Изменить размер шрифта:

5

Как вчера не вернулся, если я с ним говорила? Ах да. То, что для них «вчера», для меня сегодня. То время, что я провела в беспамятстве, восстанавливая силы, выпало из жизни. Я даже как до дома добиралась, толком не могла вспомнить.

– Кого ты просишь?! – заорала старуха. – Она же его украла для своих дел черных! Наверняка от Матвеюшки-то нашего давно одни косточки остались. Говорила я тебе – не води мальца к ведьме! Тихий был да смирный, а как ведьма над ним пошептала, так и не узнать. Сперва душу украла, а теперь и тело…

– А не ты ли, дура старая, сынка моего прокляла? – взвилась женщина. – Не ты ли кричала: «Чтоб тебя русалка забрала»?

– Не было такого!
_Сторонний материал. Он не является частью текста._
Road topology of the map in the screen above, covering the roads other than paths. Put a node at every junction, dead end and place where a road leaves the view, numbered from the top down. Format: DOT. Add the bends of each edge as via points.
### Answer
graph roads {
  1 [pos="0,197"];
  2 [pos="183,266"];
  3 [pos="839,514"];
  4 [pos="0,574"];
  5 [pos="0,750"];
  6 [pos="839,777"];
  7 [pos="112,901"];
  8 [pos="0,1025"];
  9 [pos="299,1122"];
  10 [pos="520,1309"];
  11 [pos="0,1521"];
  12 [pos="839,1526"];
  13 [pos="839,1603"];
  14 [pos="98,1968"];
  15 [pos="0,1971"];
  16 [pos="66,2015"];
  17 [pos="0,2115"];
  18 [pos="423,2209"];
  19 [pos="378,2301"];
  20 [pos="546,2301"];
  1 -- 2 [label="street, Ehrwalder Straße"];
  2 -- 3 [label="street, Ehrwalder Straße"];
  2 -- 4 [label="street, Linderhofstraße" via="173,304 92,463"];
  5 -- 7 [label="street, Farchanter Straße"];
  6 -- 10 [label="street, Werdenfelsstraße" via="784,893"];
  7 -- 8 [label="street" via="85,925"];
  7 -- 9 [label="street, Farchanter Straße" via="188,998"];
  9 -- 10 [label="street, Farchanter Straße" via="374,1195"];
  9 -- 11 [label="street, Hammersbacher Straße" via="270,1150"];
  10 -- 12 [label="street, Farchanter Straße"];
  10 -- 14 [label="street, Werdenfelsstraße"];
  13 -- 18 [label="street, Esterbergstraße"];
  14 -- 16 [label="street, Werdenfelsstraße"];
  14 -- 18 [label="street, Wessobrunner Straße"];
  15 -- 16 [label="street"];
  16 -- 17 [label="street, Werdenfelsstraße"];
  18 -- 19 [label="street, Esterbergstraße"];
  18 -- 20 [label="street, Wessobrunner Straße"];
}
Врешь!

– Было, мальчишки соседские слышали!

– Тихо! – гаркнула я. Обе женщины заткнулись, и я добавила: – А то немоту нашлю.

Обе, как по команде, закрыли ладонями рты.

Я поколебалась немножко, но все же решила уважить старшую и обратилась к ней первой:

– Рассказывай, что случилось.

Вместо рассказа на меня полился поток брани и проклятий. Если эта женщина и в своем доме так же несдержанна, как в моем, неудивительно, что дела у ее семьи идут все хуже и хуже. Удивительно, как род ее мужа до сих пор не пресекся окончательно. Хотя… Сын у нее единственный. Матвей, пятилетка, у невестки первенец, остальные дети вовсе на этом свете не задерживались.

Я хотела приказать старухе замолкнуть, но слова извергались из нее будто рвота – и остановить их было не проще. Вздохнув, я вынула из-под лавки сундучок с рукоделием, достала оттуда иголку с ниткой и лоскут. Молодая ойкнула, старуха не отреагировала. Начинает выживать из ума или привыкла к безнаказанности?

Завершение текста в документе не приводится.